UFO Witnesses From Mississippi and Alabama Disapprove of Recent UFO Report

UFO Witnesses From Mississippi and Alabama Disapprove of Recent UFO Report
Graphic representation of a UFO. (Tombud/Pixabay)
7/6/2021
Updated:
7/6/2021
Some folks from Mississippi and Alabama are not buying the federal report about UFOs that was released on June 25 by the Office of the Director of National Intelligence.

The report was about Unidentified Aerial Phenomena sighted by members of the military since 2004. It doesn’t deny the possibility of some of the phenomena being extraterrestrial life forms visiting our planet, but neither does it doesn’t suggest the theory as a possibility.

Calvin Parker was involved in one of the most well-known UFO occurrences in America. He asserted that he and Charles Hickson, who is now deceased, were abducted on Oct. 11, 1973, by alien lifeforms while they were fishing on the Pascagoula River in Mississippi.

“I don’t believe they’re being straight up,” Parker told the Clarion-Ledger. “The Department of Defense could come a little cleaner about what they’ve got. I just really believe there’s more out there than what they’re saying.”

Parker and Hickson said that they were levitated into a football-shaped craft, examined by the aliens, and allowed to leave.

They subsequently got in touch with the Jackson County Sheriff’s office and told the authorities about their experience. They were tested for sobriety and went through a polygraph examination, both of which they passed.

Parker commented on the report, which is preliminary, saying that the government should have talked about this much earlier, but probably held off to keep the public calm.

“They’re just trying to satisfy everybody by telling them just a little bit,” Parker stated. “They should have done this a long time ago.”

“I think they probably did, but didn’t want to tell it. They didn’t want to cause a panic,” he added.

“I wish they‘d tell us so I can go to my grave knowing what they know,” he said. “I’d just like to have some kind of answer before I die and that’s not a long ways away, but I don’t think we’re going to get it from Congress or the Department of Defense.”

Another lady from the same state, Rosey Nail, also expressed discontent with the report.

The same night when Parker and Hickson were allegedly abducted, she was hundreds of miles away from them, but she maintains having observed something otherworldly.

Nail was in the town of Bruce, in northeast Grenada, when she saw a light cruising through the sky that divided itself into two lights. She then related that one of the lights approached her, appearing larger and larger to the point that it looked like the sun, and then started changing colors.

She said the object then joined back with the other light and then departed beyond her range of vision.

She told the Clarion-Ledger that the occurrence was not explained by the report.

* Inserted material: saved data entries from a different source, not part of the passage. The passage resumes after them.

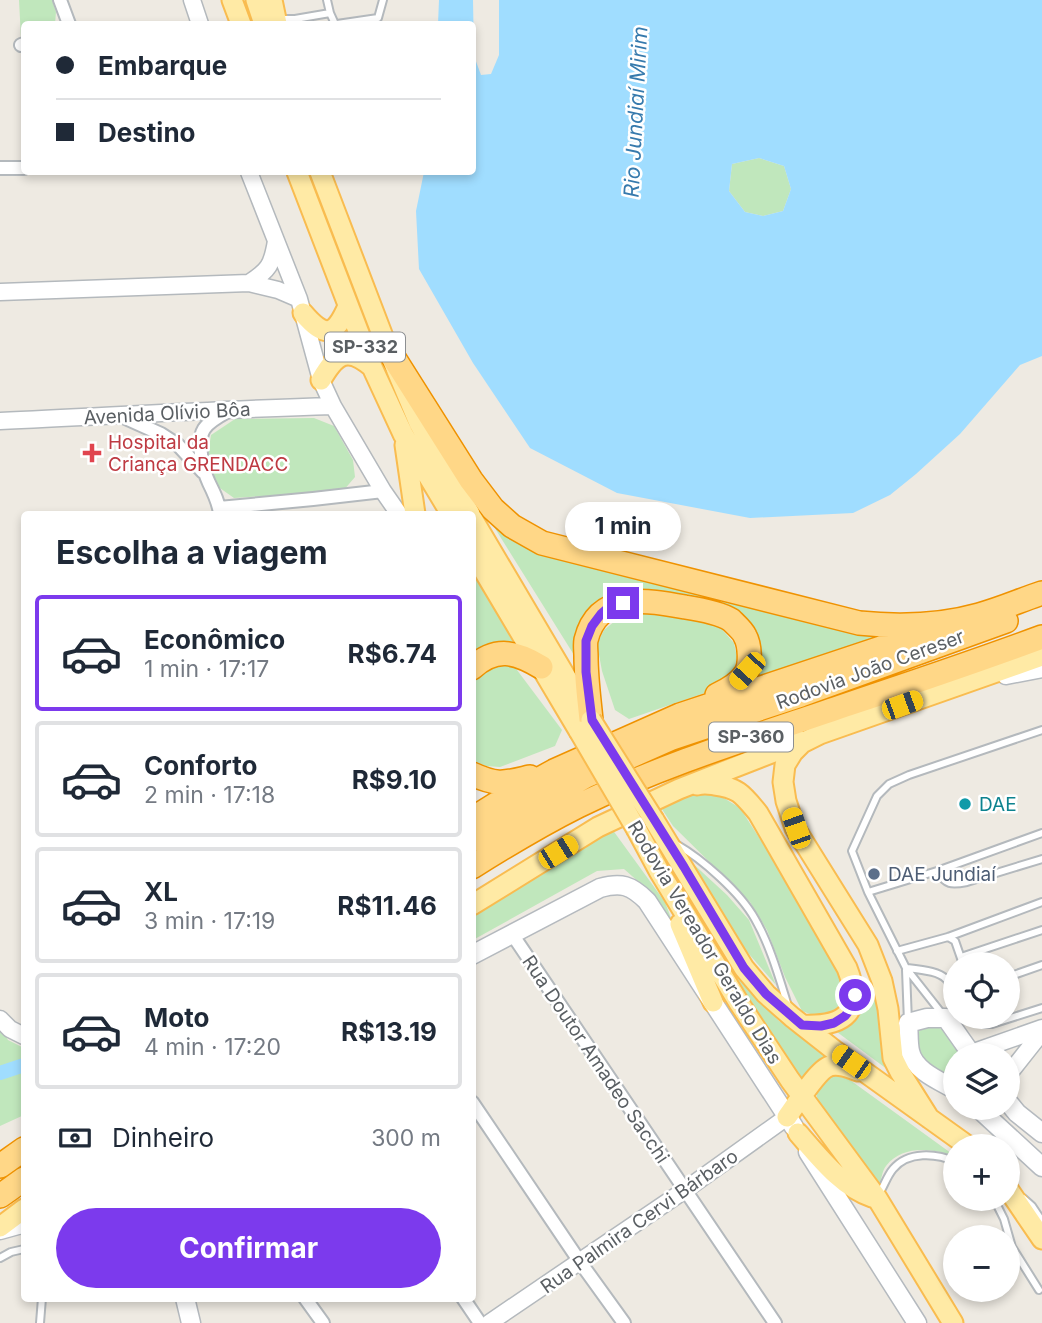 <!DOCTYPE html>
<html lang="pt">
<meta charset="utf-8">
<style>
body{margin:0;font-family:Inter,sans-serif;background:#f2f2f3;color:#1f2937;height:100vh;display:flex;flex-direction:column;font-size:26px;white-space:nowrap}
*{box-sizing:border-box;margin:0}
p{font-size:23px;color:#747a83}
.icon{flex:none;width:38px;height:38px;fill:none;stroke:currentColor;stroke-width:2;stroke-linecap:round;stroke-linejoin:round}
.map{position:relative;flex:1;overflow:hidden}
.sheet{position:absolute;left:21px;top:511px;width:455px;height:791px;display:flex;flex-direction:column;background:#fff;border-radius:7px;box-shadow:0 4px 10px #0003}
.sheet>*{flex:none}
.guide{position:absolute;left:21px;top:21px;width:455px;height:154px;border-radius:7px;box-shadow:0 4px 10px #0003;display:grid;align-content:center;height:154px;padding:0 35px;background:#fff}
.controls{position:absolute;left:943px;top:952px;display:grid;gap:14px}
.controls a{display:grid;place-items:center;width:77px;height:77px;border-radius:50%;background:#fff;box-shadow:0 4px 10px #0003;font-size:35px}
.end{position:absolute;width:32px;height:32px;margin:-16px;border:9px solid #7c3aed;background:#fff;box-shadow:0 0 0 4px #fff}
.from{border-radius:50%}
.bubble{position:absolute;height:49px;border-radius:24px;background:#fff;box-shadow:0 4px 10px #0003;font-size:23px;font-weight:700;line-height:49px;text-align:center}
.car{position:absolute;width:21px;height:42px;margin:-21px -10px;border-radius:9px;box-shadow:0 0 5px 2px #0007;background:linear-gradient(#f5c518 24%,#345 0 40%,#f5c518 0 76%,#345 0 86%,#f5c518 0)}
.guide b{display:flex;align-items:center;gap:24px;height:66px;font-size:26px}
.guide b+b{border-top:2px solid #e0e1e3}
.guide i{width:18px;height:18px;background:#1f2937}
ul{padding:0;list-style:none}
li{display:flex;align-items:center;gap:21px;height:116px;margin:0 14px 10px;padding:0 21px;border:4px solid #e0e1e3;border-radius:7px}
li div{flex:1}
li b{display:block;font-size:26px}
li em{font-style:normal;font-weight:700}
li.current{border-color:#7c3aed}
li>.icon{width:63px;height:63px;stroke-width:1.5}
h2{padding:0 35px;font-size:32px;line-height:84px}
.pay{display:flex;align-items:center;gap:18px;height:77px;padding:0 35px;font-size:26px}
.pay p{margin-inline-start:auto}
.primary-button{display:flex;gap:14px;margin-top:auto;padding:14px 35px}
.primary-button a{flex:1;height:80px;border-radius:42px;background:#7c3aed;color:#fff;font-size:28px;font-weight:700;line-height:80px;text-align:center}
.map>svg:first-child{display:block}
.green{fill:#c0e7bc}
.water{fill:#a0ddff;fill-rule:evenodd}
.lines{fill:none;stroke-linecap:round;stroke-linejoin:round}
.canal{stroke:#a0ddff;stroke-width:14}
.service-casing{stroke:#b4b9bd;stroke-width:10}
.minor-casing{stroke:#b4b9bd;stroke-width:16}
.tertiary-casing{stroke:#b4b9bd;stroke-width:19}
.secondary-casing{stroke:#b5babf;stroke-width:21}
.primary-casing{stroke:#f9bc50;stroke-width:23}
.motorway-casing{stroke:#ef9200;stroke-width:26}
.service{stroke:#fff;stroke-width:6}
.minor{stroke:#fff;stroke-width:12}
.tertiary{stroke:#fff;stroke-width:16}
.secondary{stroke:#fff;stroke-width:18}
.primary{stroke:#ffeaa5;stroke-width:19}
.motorway{stroke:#ffd787;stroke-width:23}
.primary-bridge-casing{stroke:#f9bc50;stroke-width:23;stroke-linecap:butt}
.primary-bridge{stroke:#ffeaa5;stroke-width:19}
.route{stroke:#7c3aed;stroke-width:9}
.health-dot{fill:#e0444e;stroke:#fff;stroke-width:2.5}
.culture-dot{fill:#0f9aa8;stroke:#fff;stroke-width:2.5}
.service-dot{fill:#5c6f8a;stroke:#fff;stroke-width:2.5}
.labels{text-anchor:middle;stroke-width:5;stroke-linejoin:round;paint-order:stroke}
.shield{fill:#fff;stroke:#8c8f92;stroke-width:2}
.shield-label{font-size:18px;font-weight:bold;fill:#5a5f63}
.street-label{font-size:19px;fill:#5a5f63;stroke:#fff}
.health-label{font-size:19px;fill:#be3a42;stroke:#fff;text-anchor:start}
.culture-label{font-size:19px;fill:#0d838f;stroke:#fff;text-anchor:start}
.service-label{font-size:19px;fill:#4e5e75;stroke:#fff;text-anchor:start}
.water-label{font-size:21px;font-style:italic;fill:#367aad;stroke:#fff}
</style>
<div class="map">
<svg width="1042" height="1323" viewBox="0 0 1042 1323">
<rect width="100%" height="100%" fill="#eeeae2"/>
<path class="green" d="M19,0H52L56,12L55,24H24V39H21Z
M759,158L784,166L791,189L783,211L763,216L745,212L729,191L732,164Z
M314,418L334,426L353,460L355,477L343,491L234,498L217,486L207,460L211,435L235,419Z
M491,522L820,625L885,638L754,678L762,665L761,647L753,626L736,612L649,589L605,596L585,615L577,638L579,663Z
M472,564L517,641L490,646L472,657Z
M643,611L698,621L720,627L734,643L737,657L734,670L722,687L629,719L615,710L602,671L597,644L604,630L621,616Z
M508,658L562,730L555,746L500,767L486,766L472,760V672Z
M685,789L714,792L740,808L837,959C841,975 849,997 835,1010C831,1014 823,1015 818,1017L802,1011L785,977L767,930L750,902L673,826L656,800Z
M612,829L665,902L681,945L649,891L624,869L597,871L473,940L472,908Z
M689,860L727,895L749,920L776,985L742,946Z
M875,968L880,994L878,1018L882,1057L899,1078L837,1032L857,1017L869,995Z
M730,970L779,1021L833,1059C816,1064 810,1067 800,1082Z
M925,1026C950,1027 952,1035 963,1055H956L955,1082L915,1056L916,1034Z
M0,1027L8,1040L24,1048V1115L0,1126Z
M837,1075L850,1080L955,1156C933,1149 903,1144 886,1166C882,1171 881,1181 879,1187L818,1104L816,1089L826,1078Z"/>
<path class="water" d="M439,0H473L474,56L481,75L491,74L499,55V0H1042V356L1020,365L960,434L916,474L890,495L853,513L750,518L617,493L530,448L473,363L419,269L416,211L424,172H472V24H438ZM759,158L784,166L791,189L783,211L763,216L745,212L729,191L732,164Z"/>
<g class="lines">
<path class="canal" d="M0,1073L24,1065"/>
<g class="service-casing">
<path id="service" d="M327,0L330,13L335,24
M278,19H295L330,13
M337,24L378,18L383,0
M676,844C702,859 740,892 755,919C770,945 779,977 788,1006
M937,871C946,885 951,885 967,882L1042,859
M868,892L937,871L1042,833
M948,937L955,941L963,964
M897,951L948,937L1042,902
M961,957L1042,930
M907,968C949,973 953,975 954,1019
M906,970L908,1022
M1008,977L1042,965
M943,1015L906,968L868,892L852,851L877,796L889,784L909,775L1042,730
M978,1017L983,1024H992L1042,1008
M879,1194C884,1186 887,1176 893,1169C908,1151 936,1153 956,1162
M1023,1198L1032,1206L1042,1221
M994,1199L1004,1219L1012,1247L1039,1290
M0,1258L11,1252L24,1249
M40,1323L42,1298"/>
</g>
<g class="minor-casing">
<path id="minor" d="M60,0L69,24
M21,45L24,44
M0,168H24
M121,416L161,434L178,445L203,472
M219,508L313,499L383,491
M220,514C219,503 214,493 209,483C203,470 196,442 204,429C209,421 221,415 230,410
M512,934L775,1323
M472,1102L580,1262L624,1323
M305,1298L323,1323
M463,1298L480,1323"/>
</g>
<g class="tertiary-casing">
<path id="tertiary" d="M192,0L200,24
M249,172L299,299L321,380L333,406L383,491L399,514
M249,283C269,270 272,265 276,241
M0,292L249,283L278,290L299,299
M0,421C111,416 222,409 333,406
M0,1019L10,1029L24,1036
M971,1053L1042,1028
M1008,1075L1042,1032
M489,1323L685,1190L787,1117"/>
</g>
<g class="secondary-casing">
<path id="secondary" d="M1006,675L1042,668
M472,955L600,888C621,882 631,885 647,901L794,1127
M956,1090C940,1081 914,1071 910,1051C908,1042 909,1032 908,1023L927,1018H946L972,1055
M1008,1102L1017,1113L1042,1133
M978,1108L1042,1167
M808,1152L917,1323
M0,1230L18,1225L24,1224
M185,1298L191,1323"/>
</g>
<g class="primary-casing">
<path id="primary" d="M232,0L241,24
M256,0L264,24
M272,0L277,24
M297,172L372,367L403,434L451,514
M320,172L387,347L419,423L470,514
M303,313C325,339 335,336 348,306
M321,380C336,354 347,346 372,367
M405,445L415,514
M472,518L589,716
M472,551L579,731
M697,785C704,783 708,784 715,785C739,788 743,795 758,813L847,968C864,1011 846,1027 802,1025
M654,820L744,968L766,994L792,1017L834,1050L968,1146
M637,830L659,871L739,1003L790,1080L877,1198L953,1323
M472,905L598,827L679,789L802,741
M680,924L713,1002
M787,1117C796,1105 818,1069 830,1066C840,1063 849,1068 858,1071
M929,1118L900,1072L893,1058L888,1009L882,981L868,945L795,828L786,801L783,782L785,765L793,752L802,743L820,734L1042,656
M798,1133C819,1157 842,1187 872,1197
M1008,1189L1042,1239
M0,1227L24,1209"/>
</g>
<g class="motorway-casing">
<path id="motorway" d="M387,347L471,480L493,509L512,526L542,543L859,623C899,627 940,626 979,615C1001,609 1021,600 1042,593
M472,668C496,646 516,652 541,667
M591,720C589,699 586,678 586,656C586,651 585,645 586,640C598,591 648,600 685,607C698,609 720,613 731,620C735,624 743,631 745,636C750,645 751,664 746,673C739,684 728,690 717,695
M472,774C498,786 504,783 530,777
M472,819L509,796L554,771L680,715L929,632
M472,840L586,776L672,738L801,695L1006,621
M472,867C507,845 542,824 578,806C664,764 756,736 846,705C912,683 977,661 1042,637
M0,1166L24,1149
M0,1196L24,1179"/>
</g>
<use href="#service" class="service"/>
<use href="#minor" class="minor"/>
<use href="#tertiary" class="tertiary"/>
<use href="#secondary" class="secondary"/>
<use href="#primary" class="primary"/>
<use href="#motorway" class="motorway"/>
<g class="primary-bridge-casing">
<path id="primary-bridge" d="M591,720L654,820
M579,731L637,830"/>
</g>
<use href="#primary-bridge" class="primary-bridge"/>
</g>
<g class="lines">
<path class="route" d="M623,603L609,607L601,614L592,626L586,641V672L592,720L684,867L744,968L766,994L802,1025L821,1026L834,1023L845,1016L852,1007L855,995"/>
</g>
<path class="health-dot" d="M88.5 442.5h7v7h7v7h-7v7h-7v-7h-7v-7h7z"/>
<circle class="culture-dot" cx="965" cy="804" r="7"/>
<circle class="service-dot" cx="874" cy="874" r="7"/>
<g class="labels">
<g class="shield">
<rect x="325" y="332.5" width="80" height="29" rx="5"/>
<rect x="709" y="722.5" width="84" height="29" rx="5"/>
</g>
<g class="shield-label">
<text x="365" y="353">SP-332</text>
<text x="751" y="743">SP-360</text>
</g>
<g class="street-label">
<text transform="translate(167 413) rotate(-3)" y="7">Avenida Olívio Bôa</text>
<text transform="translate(870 669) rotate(-20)" y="7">Rodovia João Cereser</text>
<text transform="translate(705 942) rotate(59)" y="7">Rodovia Vereador Geraldo Dias</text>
<text transform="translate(596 1059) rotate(56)" y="7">Rua Doutor Amadeo Sacchi</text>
<text transform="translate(639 1221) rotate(-35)" y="7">Rua Palmira Cervi Bárbaro</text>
</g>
<g class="health-label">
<text x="108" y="449">Hospital da<tspan x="108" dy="22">Criança GRENDACC</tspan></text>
</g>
<g class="culture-label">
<text x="979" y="811">DAE</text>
</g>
<g class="service-label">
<text x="888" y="881">DAE Jundiaí</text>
</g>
<g class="water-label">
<text transform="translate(636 112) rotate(-87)" y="7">Rio Jundiaí Mirim</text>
</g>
</g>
</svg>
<div class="controls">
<a><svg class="icon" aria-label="locate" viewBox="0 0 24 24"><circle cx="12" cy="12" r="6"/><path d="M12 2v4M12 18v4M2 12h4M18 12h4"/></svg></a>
<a><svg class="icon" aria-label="layers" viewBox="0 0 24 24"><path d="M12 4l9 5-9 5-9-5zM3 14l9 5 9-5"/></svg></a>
<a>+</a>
<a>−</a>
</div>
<i class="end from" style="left:855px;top:995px"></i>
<i class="end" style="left:623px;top:603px"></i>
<div class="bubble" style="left:565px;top:502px;width:116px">1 min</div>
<i class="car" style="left:747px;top:671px;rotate:222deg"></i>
<i class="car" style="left:902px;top:705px;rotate:70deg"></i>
<i class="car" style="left:796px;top:828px;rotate:341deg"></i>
<i class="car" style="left:558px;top:852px;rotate:58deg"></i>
<i class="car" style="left:851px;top:1062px;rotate:305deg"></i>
<div class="guide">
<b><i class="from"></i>Embarque</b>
<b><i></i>Destino</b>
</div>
<section class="sheet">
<h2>Escolha a viagem</h2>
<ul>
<li class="current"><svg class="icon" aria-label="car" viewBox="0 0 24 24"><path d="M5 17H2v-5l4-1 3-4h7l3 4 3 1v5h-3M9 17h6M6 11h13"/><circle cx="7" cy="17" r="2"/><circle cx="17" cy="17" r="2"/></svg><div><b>Econômico</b><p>1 min · 17:17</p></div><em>R$6.74</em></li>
<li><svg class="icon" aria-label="car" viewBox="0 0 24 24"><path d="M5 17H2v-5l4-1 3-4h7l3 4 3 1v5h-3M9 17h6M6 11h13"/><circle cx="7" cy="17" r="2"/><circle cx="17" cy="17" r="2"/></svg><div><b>Conforto</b><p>2 min · 17:18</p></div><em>R$9.10</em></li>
<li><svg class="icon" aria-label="car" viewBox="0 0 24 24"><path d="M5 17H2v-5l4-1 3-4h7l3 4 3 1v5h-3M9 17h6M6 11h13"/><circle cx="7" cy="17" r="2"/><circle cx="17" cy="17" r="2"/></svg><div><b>XL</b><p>3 min · 17:19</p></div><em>R$11.46</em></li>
<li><svg class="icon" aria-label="car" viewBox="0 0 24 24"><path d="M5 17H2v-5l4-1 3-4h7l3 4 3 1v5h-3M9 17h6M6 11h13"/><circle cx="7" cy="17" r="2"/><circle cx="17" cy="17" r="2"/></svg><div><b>Moto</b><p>4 min · 17:20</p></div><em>R$13.19</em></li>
</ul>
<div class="pay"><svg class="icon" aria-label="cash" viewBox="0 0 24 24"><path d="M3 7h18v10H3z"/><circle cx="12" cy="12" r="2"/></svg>Dinheiro<p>300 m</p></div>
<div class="primary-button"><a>Confirmar</a></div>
</section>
</div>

“It was other-worldly, whatever that encompasses,” Nail said. “It was purposeful.”

“It maneuvered. It went up and down and it went sideways and it shot up in the sky. I don’t think it’s military of any country. I think with technology advances, they would know if it was from other countries. Whatever the truth is, I think we should know about it.”

Another case was reported by Maria Blair and her late husband Jerry Blair from Alabama. They also said that on Oct. 11, 1973, they were on the other side of the Pascagoula River where Hickson and Parker experienced the abduction.

They said that they saw a blue light fly through the sky which then hovered and landed 150-200 yards from where they were.

Blair then saw what seemed to be a human figure in a wetsuit inside the water, matching Parker’s description of the alleged aliens.

“Ever since that night in 1973, the world knows we’re not alone,” Blair told the Clarion-Ledger. “The government knows we’re not alone.

“These humanoids are not from other countries. They’re so more advanced than us. I’ve never gotten over what I saw that night. These humanoids are not from this earth.”